The task
For the data below, please report each line where the word "باغبان" is found.

[Stored data entries]

☆ ☆ ☆

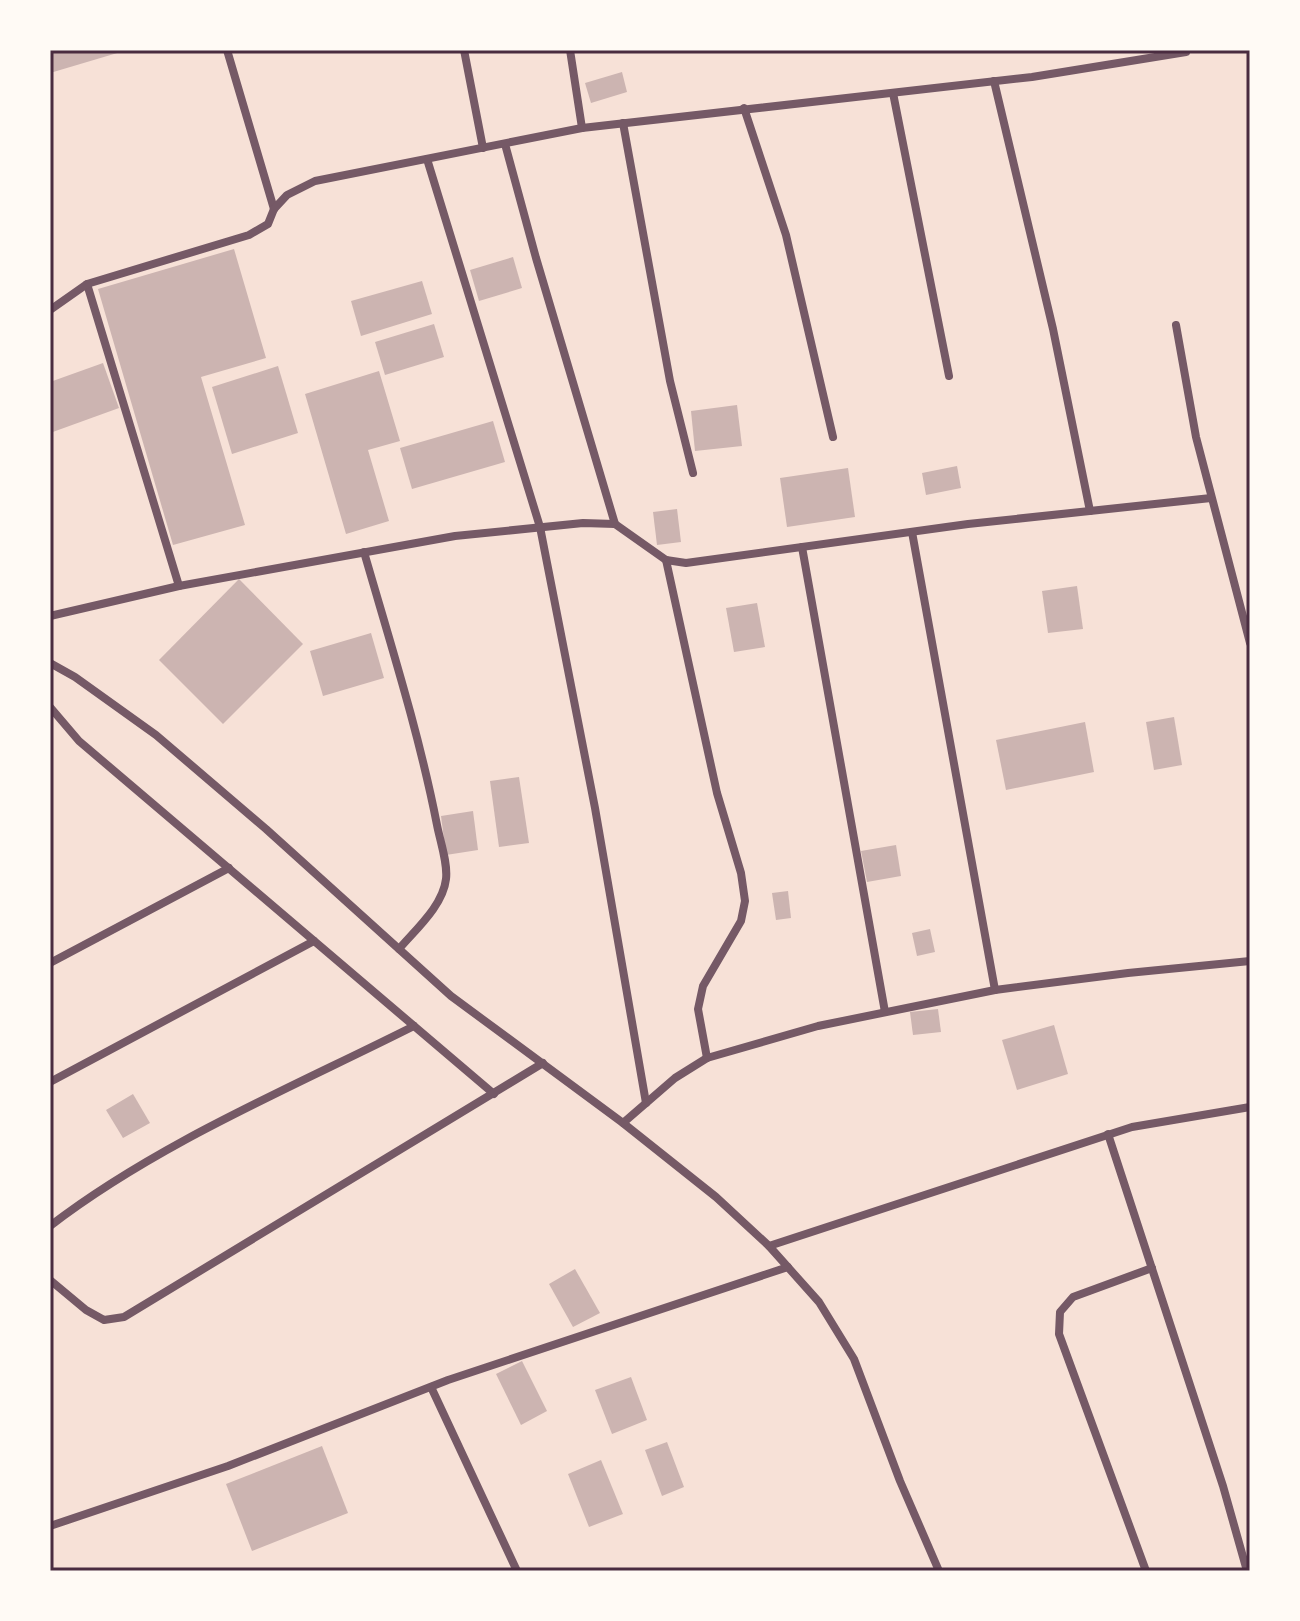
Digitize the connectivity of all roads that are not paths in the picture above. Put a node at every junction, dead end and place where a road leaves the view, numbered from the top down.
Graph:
1 (227, 50) edge
2 (464, 50) edge
3 (570, 50) edge
4 (1186, 52) edge
5 (994, 81) junction
6 (893, 93) junction
7 (744, 108) junction
8 (623, 123) junction
9 (582, 128) junction
10 (505, 144) junction
11 (483, 148) junction
12 (427, 159) junction
13 (274, 209) junction
14 (87, 284) junction
15 (50, 310) edge
16 (1176, 325) dead end
17 (949, 376) dead end
18 (833, 437) dead end
19 (693, 473) dead end
20 (1211, 498) junction
21 (1090, 511) junction
22 (615, 524) junction
23 (540, 527) junction
24 (912, 532) junction
25 (802, 547) junction
26 (364, 552) junction
27 (666, 560) junction
28 (179, 586) junction
29 (50, 616) edge
30 (1250, 643) edge
31 (50, 663) edge
32 (50, 707) edge
33 (229, 868) junction
34 (314, 941) junction
35 (399, 949) junction
36 (1250, 961) edge
37 (50, 963) edge
38 (995, 990) junction
39 (885, 1012) junction
40 (414, 1026) junction
41 (707, 1058) junction
42 (543, 1063) junction
43 (50, 1082) edge
44 (494, 1094) junction
45 (646, 1103) junction
46 (1250, 1107) edge
47 (623, 1123) junction
48 (1108, 1134) junction
49 (50, 1226) edge
50 (769, 1246) junction
51 (788, 1267) junction
52 (1152, 1268) junction
53 (50, 1280) edge
54 (431, 1387) junction
55 (50, 1526) edge
56 (517, 1571) edge
57 (939, 1571) edge
58 (1146, 1571) edge
59 (1247, 1571) edge

1 - 13 street
2 - 11 street
3 - 9 street
4 - 5 street
5 - 6 street
5 - 21 street
6 - 7 street
6 - 17 street
7 - 8 street
7 - 18 street
8 - 9 street
8 - 19 street
9 - 10 street
10 - 11 street
10 - 22 street
11 - 12 street
12 - 13 street
12 - 23 street
13 - 14 street
14 - 15 street
14 - 28 street
16 - 20 street
20 - 21 street
20 - 30 street
21 - 24 street
22 - 23 street
22 - 27 street
23 - 26 street
23 - 45 street
24 - 25 street
24 - 38 street
25 - 27 street
25 - 39 street
26 - 28 street
26 - 35 street
27 - 41 street
28 - 29 street
31 - 35 street
32 - 33 street
33 - 34 street
33 - 37 street
34 - 40 street
34 - 43 street
35 - 42 street
36 - 38 street
38 - 39 street
39 - 41 street
40 - 44 street
40 - 49 street
41 - 45 street
42 - 44 street
42 - 47 street
44 - 53 street
45 - 47 street
46 - 48 street
47 - 50 street
48 - 50 street
48 - 52 street
50 - 51 street
51 - 54 street
51 - 57 street
52 - 58 street
52 - 59 street
54 - 55 street
54 - 56 street

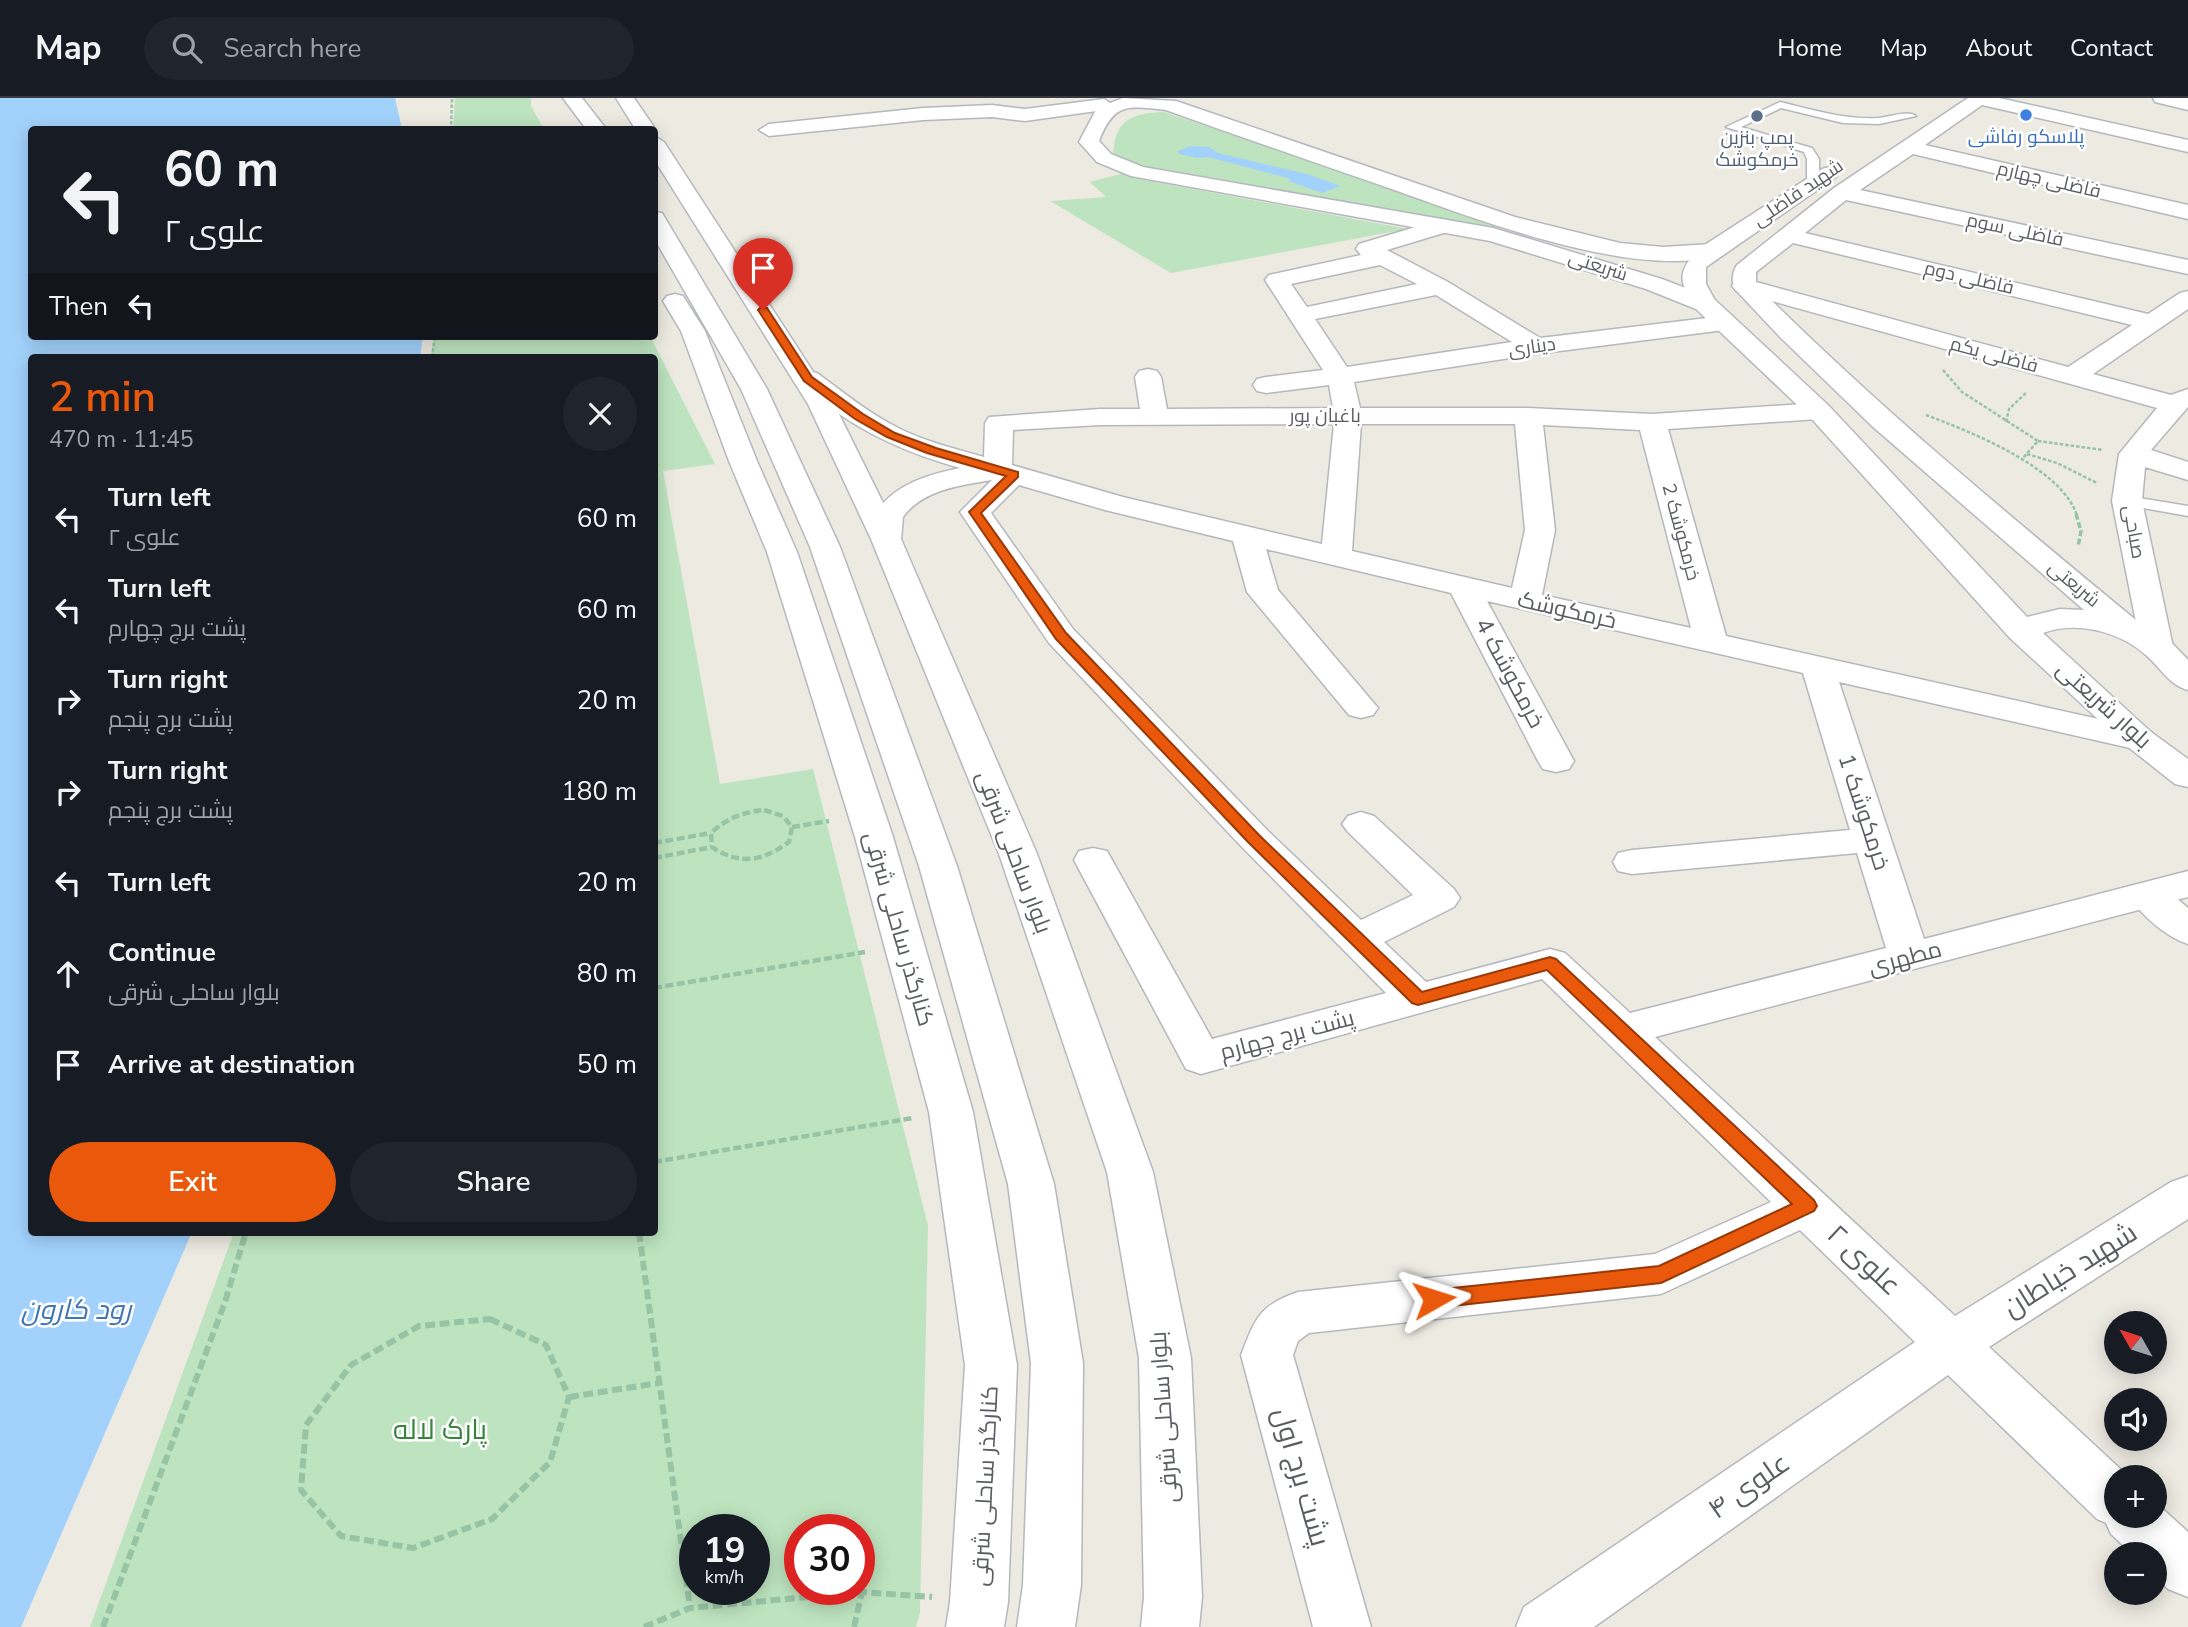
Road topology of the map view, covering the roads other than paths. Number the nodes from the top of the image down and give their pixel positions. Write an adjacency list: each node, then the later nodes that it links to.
1 (562, 98): 11 (street)
2 (572, 98): 12 (street)
3 (625, 98): 13 (street)
4 (2162, 98): 9 (street)
5 (1979, 99): 16 (street); 17 (street, شهید فاضلی)
6 (1159, 102): 8 (street, شریعتی); 26 (street, شریعتی)
7 (986, 104): 8 (street); 14 (street)
8 (1103, 104): 24 (street, شریعتی)
9 (2188, 104)
10 (1920, 110): 15 (street); 20 (lane)
11 (571, 126)
12 (595, 126)
13 (643, 126)
14 (769, 130)
15 (1875, 140)
16 (2188, 146)
17 (1910, 147): 21 (street, شهید فاضلی); 22 (street, فاضلی چهارم)
18 (658, 148): 43 (street, بلوار ساحلی شرقی)
19 (1842, 164): 20 (street, شهید فاضلی)
20 (1813, 184): 26 (street, شهید فاضلی)
21 (1842, 193): 25 (street, شهید فاضلی); 28 (street, فاضلی سوم)
22 (2188, 212)
23 (658, 225): 52 (street)
24 (1441, 226): 27 (street); 33 (street, شریعتی)
25 (1786, 235): 30 (street, شهید فاضلی); 37 (street, فاضلی دوم)
26 (1711, 251): 33 (street, شهید فاضلی)
27 (1383, 257): 31 (street); 35 (street)
28 (2188, 267)
29 (658, 274): 53 (street, کنارگذر ساحلی شرقی)
30 (1744, 286): 34 (street); 36 (street, شریعتی)
31 (1440, 287): 35 (street); 39 (street)
32 (2188, 298): 37 (street)
33 (1704, 304): 38 (street, شریعتی)
34 (1815, 307): 36 (street); 41 (street, فاضلی یکم)
35 (1301, 315): 40 (street)
36 (1776, 320): 63 (street, شریعتی)
37 (2152, 322): 41 (street)
38 (1724, 323): 39 (street, دیناری); 46 (street, شریعتی)
39 (1536, 346): 40 (street, دیناری)
40 (1340, 376): 44 (street, دیناری); 47 (street)
41 (2072, 376): 45 (street, فاضلی یکم)
42 (1148, 377): 49 (street)
43 (808, 379): 55 (street, خرمکوشک); 59 (street, بلوار ساحلی شرقی)
44 (1266, 385)
45 (2181, 401): 51 (street)
46 (1819, 411): 50 (street, باغبان پور); 64 (street, شریعتی)
47 (1348, 416): 48 (street, باغبان پور); 49 (street, باغبان پور); 60 (street)
48 (1528, 416): 50 (street, باغبان پور); 62 (street)
49 (1155, 417): 55 (street, باغبان پور)
50 (1651, 422): 65 (street, خرمکوشک 2)
51 (2133, 454): 54 (street); 56 (street, صباحی)
52 (786, 456): 53 (street); 92 (street)
53 (743, 461): 91 (street, کنارگذر ساحلی شرقی)
54 (2188, 471)
55 (1006, 472): 58 (street, خرمکوشک); 59 (street); 80 (street)
56 (2127, 501): 57 (lane); 66 (street, صباحی)
57 (2188, 511)
58 (1247, 537): 60 (street, خرمکوشک); 70 (street)
59 (886, 539): 93 (street, بلوار ساحلی شرقی)
60 (1336, 558): 61 (street, خرمکوشک)
61 (1463, 586): 62 (street, خرمکوشک); 72 (street, خرمکوشک 4)
62 (1525, 601): 65 (street, خرمکوشک)
63 (2126, 628): 64 (street); 66 (street)
64 (2022, 631): 71 (street, بلوار شریعتی)
65 (1710, 643): 68 (street, خرمکوشک)
66 (2157, 647): 67 (street); 69 (street)
67 (2188, 663)
68 (1818, 668): 71 (street, خرمکوشک); 74 (street, خرمکوشک 1)
69 (2188, 680)
70 (1360, 708)
71 (2170, 759)
72 (1556, 761)
73 (1361, 824): 80 (street)
74 (1872, 840): 76 (street); 81 (street, خرمکوشک 1)
75 (1093, 860): 83 (street, پشت برج چهارم)
76 (1632, 862)
77 (2188, 884): 78 (street, مطهری)
78 (2148, 895): 79 (street); 81 (street, مطهری)
79 (2188, 930)
80 (1356, 939): 83 (street)
81 (1909, 956): 84 (street, مطهری)
82 (1550, 963): 83 (street, پشت برج چهارم); 84 (street, علوی ۲)
83 (1418, 999)
84 (1622, 1031): 86 (street, علوی ۲)
85 (2188, 1195): 87 (street, شهید خیاطان)
86 (1807, 1206): 87 (street, علوی ۲); 94 (street, پشت برج اول)
87 (1952, 1344): 88 (street, علوی ۲); 95 (street, علوی ۴)
88 (2104, 1490)
89 (2144, 1528): 90 (street)
90 (2188, 1570)
91 (977, 1614)
92 (1046, 1627)
93 (1170, 1627)
94 (1342, 1627)
95 (1545, 1627)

☆ ☆ ☆

Output below
46 (1819, 411): 50 (street, باغبان پور); 64 (street, شریعتی)
47 (1348, 416): 48 (street, باغبان پور); 49 (street, باغبان پور); 60 (street)
48 (1528, 416): 50 (street, باغبان پور); 62 (street)
49 (1155, 417): 55 (street, باغبان پور)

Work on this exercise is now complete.